* _WORK REQUEST_
In your copy of the entries below, keep every word exactly and leave out all images.

━━━━━━

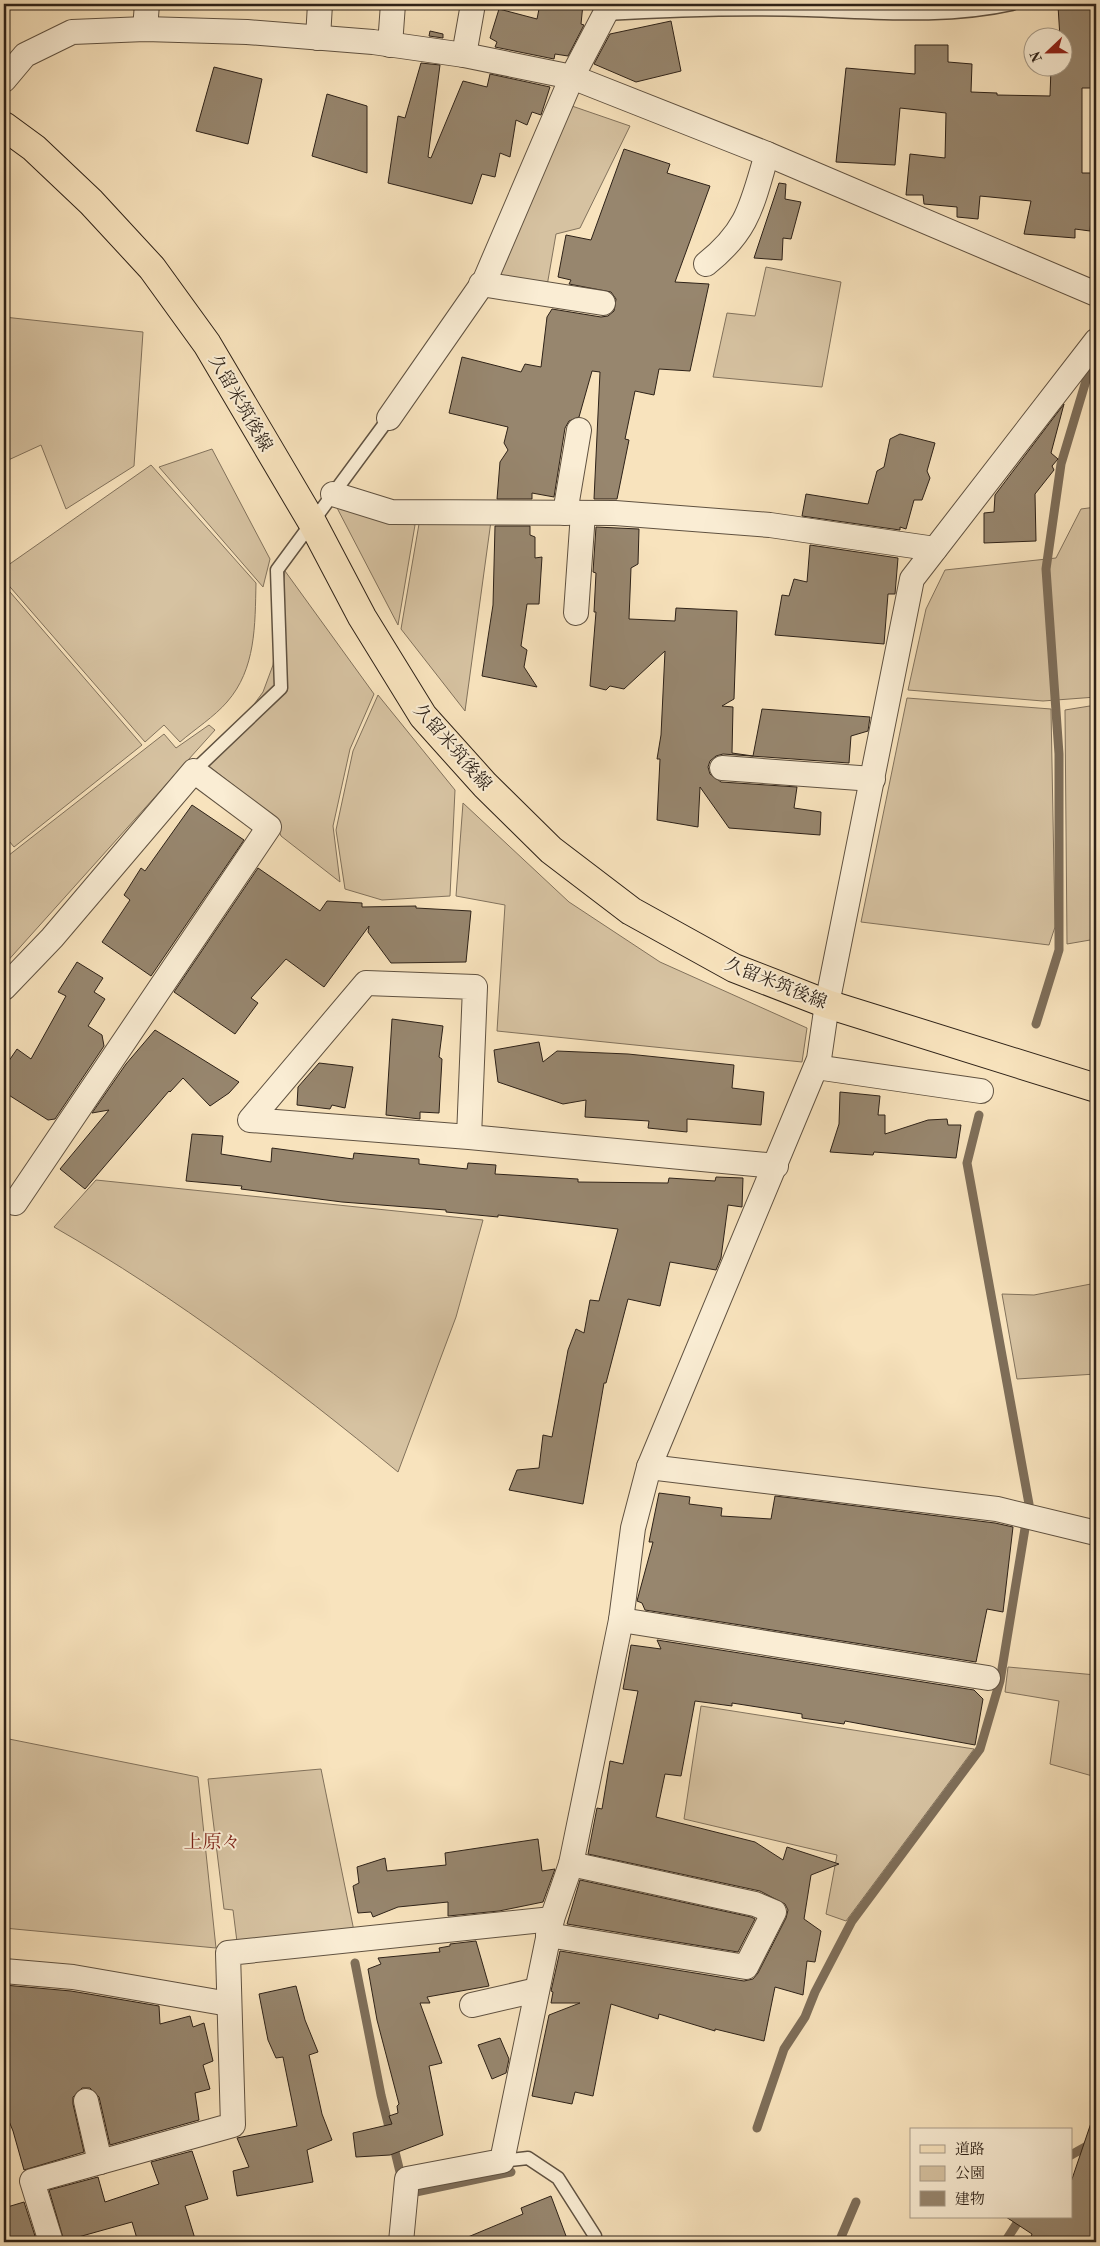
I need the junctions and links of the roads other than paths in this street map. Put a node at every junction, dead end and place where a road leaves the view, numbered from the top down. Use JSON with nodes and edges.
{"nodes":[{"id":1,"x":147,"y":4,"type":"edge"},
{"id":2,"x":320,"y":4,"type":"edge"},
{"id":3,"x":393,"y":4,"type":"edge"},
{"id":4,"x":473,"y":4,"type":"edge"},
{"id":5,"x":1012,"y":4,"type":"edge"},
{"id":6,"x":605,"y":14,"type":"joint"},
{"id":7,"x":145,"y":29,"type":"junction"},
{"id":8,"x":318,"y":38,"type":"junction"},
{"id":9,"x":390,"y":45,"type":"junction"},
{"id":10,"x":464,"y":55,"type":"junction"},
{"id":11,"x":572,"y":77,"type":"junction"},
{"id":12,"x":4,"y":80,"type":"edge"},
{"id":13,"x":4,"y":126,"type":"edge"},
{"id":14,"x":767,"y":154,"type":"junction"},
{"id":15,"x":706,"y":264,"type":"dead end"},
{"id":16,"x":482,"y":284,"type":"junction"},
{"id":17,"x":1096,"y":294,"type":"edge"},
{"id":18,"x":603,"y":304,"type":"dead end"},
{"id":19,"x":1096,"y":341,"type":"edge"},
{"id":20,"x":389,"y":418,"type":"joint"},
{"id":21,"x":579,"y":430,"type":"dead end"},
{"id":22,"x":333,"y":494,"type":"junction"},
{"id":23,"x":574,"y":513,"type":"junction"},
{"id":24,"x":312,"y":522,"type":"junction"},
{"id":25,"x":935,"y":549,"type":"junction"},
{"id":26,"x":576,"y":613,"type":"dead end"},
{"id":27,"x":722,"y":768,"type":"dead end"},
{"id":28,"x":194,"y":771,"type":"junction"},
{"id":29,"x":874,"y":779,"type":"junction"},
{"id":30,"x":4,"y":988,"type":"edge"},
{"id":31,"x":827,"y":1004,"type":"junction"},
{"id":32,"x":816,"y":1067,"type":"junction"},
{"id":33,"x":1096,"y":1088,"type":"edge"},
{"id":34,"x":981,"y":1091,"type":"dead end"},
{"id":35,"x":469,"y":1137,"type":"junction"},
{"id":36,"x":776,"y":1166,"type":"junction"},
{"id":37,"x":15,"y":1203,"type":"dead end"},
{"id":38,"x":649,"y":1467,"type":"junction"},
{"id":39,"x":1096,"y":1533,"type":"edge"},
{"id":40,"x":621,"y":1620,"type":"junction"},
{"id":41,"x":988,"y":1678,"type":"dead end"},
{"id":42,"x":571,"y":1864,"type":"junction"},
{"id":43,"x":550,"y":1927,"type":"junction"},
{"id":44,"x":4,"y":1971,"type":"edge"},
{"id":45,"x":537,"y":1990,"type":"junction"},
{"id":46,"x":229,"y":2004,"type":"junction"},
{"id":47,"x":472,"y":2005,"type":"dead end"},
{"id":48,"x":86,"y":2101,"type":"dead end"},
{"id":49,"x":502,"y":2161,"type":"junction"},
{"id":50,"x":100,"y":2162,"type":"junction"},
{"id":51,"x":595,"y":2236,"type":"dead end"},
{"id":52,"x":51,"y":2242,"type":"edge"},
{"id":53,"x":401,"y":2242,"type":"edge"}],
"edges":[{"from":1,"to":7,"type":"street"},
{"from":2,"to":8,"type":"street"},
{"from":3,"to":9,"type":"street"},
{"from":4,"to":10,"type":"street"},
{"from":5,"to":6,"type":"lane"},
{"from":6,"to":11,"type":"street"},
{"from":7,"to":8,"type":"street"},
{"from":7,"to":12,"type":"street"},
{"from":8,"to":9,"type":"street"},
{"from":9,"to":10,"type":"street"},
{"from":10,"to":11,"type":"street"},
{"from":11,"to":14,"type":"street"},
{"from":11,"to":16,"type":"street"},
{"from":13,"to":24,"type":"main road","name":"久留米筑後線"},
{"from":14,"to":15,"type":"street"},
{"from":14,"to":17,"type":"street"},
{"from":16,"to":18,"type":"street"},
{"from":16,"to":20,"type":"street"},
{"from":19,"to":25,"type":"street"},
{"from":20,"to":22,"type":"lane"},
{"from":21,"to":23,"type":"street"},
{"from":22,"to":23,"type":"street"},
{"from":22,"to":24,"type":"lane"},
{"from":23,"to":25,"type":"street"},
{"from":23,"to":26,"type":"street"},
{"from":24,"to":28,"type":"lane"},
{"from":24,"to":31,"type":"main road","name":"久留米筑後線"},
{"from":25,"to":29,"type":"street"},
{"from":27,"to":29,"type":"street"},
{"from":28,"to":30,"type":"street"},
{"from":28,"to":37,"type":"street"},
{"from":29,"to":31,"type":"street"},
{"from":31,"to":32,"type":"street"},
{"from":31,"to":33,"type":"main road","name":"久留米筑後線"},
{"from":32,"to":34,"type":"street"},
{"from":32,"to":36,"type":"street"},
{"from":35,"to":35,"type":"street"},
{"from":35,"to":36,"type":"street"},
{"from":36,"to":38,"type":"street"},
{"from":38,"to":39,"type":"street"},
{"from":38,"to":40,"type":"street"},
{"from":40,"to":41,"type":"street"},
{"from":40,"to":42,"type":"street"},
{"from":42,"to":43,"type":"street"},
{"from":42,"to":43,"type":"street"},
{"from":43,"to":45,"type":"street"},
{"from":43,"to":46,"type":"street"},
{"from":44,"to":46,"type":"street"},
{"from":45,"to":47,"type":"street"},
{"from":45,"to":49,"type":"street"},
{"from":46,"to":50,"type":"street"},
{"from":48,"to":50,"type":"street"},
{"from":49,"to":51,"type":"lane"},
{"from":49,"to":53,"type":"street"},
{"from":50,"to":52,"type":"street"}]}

━━━━━━

* _EXPECTED ANSWER_
I need the junctions and links of the roads other than paths in this street map. Put a node at every junction, dead end and place where a road leaves the view, numbered from the top down. Use JSON with nodes and edges.
{"nodes":[{"id":1,"x":147,"y":4,"type":"edge"},
{"id":2,"x":320,"y":4,"type":"edge"},
{"id":3,"x":393,"y":4,"type":"edge"},
{"id":4,"x":473,"y":4,"type":"edge"},
{"id":5,"x":1012,"y":4,"type":"edge"},
{"id":6,"x":605,"y":14,"type":"joint"},
{"id":7,"x":145,"y":29,"type":"junction"},
{"id":8,"x":318,"y":38,"type":"junction"},
{"id":9,"x":390,"y":45,"type":"junction"},
{"id":10,"x":464,"y":55,"type":"junction"},
{"id":11,"x":572,"y":77,"type":"junction"},
{"id":12,"x":4,"y":80,"type":"edge"},
{"id":13,"x":4,"y":126,"type":"edge"},
{"id":14,"x":767,"y":154,"type":"junction"},
{"id":15,"x":706,"y":264,"type":"dead end"},
{"id":16,"x":482,"y":284,"type":"junction"},
{"id":17,"x":1096,"y":294,"type":"edge"},
{"id":18,"x":603,"y":304,"type":"dead end"},
{"id":19,"x":1096,"y":341,"type":"edge"},
{"id":20,"x":389,"y":418,"type":"joint"},
{"id":21,"x":579,"y":430,"type":"dead end"},
{"id":22,"x":333,"y":494,"type":"junction"},
{"id":23,"x":574,"y":513,"type":"junction"},
{"id":24,"x":312,"y":522,"type":"junction"},
{"id":25,"x":935,"y":549,"type":"junction"},
{"id":26,"x":576,"y":613,"type":"dead end"},
{"id":27,"x":722,"y":768,"type":"dead end"},
{"id":28,"x":194,"y":771,"type":"junction"},
{"id":29,"x":874,"y":779,"type":"junction"},
{"id":30,"x":4,"y":988,"type":"edge"},
{"id":31,"x":827,"y":1004,"type":"junction"},
{"id":32,"x":816,"y":1067,"type":"junction"},
{"id":33,"x":1096,"y":1088,"type":"edge"},
{"id":34,"x":981,"y":1091,"type":"dead end"},
{"id":35,"x":469,"y":1137,"type":"junction"},
{"id":36,"x":776,"y":1166,"type":"junction"},
{"id":37,"x":15,"y":1203,"type":"dead end"},
{"id":38,"x":649,"y":1467,"type":"junction"},
{"id":39,"x":1096,"y":1533,"type":"edge"},
{"id":40,"x":621,"y":1620,"type":"junction"},
{"id":41,"x":988,"y":1678,"type":"dead end"},
{"id":42,"x":571,"y":1864,"type":"junction"},
{"id":43,"x":550,"y":1927,"type":"junction"},
{"id":44,"x":4,"y":1971,"type":"edge"},
{"id":45,"x":537,"y":1990,"type":"junction"},
{"id":46,"x":229,"y":2004,"type":"junction"},
{"id":47,"x":472,"y":2005,"type":"dead end"},
{"id":48,"x":86,"y":2101,"type":"dead end"},
{"id":49,"x":502,"y":2161,"type":"junction"},
{"id":50,"x":100,"y":2162,"type":"junction"},
{"id":51,"x":595,"y":2236,"type":"dead end"},
{"id":52,"x":51,"y":2242,"type":"edge"},
{"id":53,"x":401,"y":2242,"type":"edge"}],
"edges":[{"from":1,"to":7,"type":"street"},
{"from":2,"to":8,"type":"street"},
{"from":3,"to":9,"type":"street"},
{"from":4,"to":10,"type":"street"},
{"from":5,"to":6,"type":"lane"},
{"from":6,"to":11,"type":"street"},
{"from":7,"to":8,"type":"street"},
{"from":7,"to":12,"type":"street"},
{"from":8,"to":9,"type":"street"},
{"from":9,"to":10,"type":"street"},
{"from":10,"to":11,"type":"street"},
{"from":11,"to":14,"type":"street"},
{"from":11,"to":16,"type":"street"},
{"from":13,"to":24,"type":"main road","name":"久留米筑後線"},
{"from":14,"to":15,"type":"street"},
{"from":14,"to":17,"type":"street"},
{"from":16,"to":18,"type":"street"},
{"from":16,"to":20,"type":"street"},
{"from":19,"to":25,"type":"street"},
{"from":20,"to":22,"type":"lane"},
{"from":21,"to":23,"type":"street"},
{"from":22,"to":23,"type":"street"},
{"from":22,"to":24,"type":"lane"},
{"from":23,"to":25,"type":"street"},
{"from":23,"to":26,"type":"street"},
{"from":24,"to":28,"type":"lane"},
{"from":24,"to":31,"type":"main road","name":"久留米筑後線"},
{"from":25,"to":29,"type":"street"},
{"from":27,"to":29,"type":"street"},
{"from":28,"to":30,"type":"street"},
{"from":28,"to":37,"type":"street"},
{"from":29,"to":31,"type":"street"},
{"from":31,"to":32,"type":"street"},
{"from":31,"to":33,"type":"main road","name":"久留米筑後線"},
{"from":32,"to":34,"type":"street"},
{"from":32,"to":36,"type":"street"},
{"from":35,"to":35,"type":"street"},
{"from":35,"to":36,"type":"street"},
{"from":36,"to":38,"type":"street"},
{"from":38,"to":39,"type":"street"},
{"from":38,"to":40,"type":"street"},
{"from":40,"to":41,"type":"street"},
{"from":40,"to":42,"type":"street"},
{"from":42,"to":43,"type":"street"},
{"from":42,"to":43,"type":"street"},
{"from":43,"to":45,"type":"street"},
{"from":43,"to":46,"type":"street"},
{"from":44,"to":46,"type":"street"},
{"from":45,"to":47,"type":"street"},
{"from":45,"to":49,"type":"street"},
{"from":46,"to":50,"type":"street"},
{"from":48,"to":50,"type":"street"},
{"from":49,"to":51,"type":"lane"},
{"from":49,"to":53,"type":"street"},
{"from":50,"to":52,"type":"street"}]}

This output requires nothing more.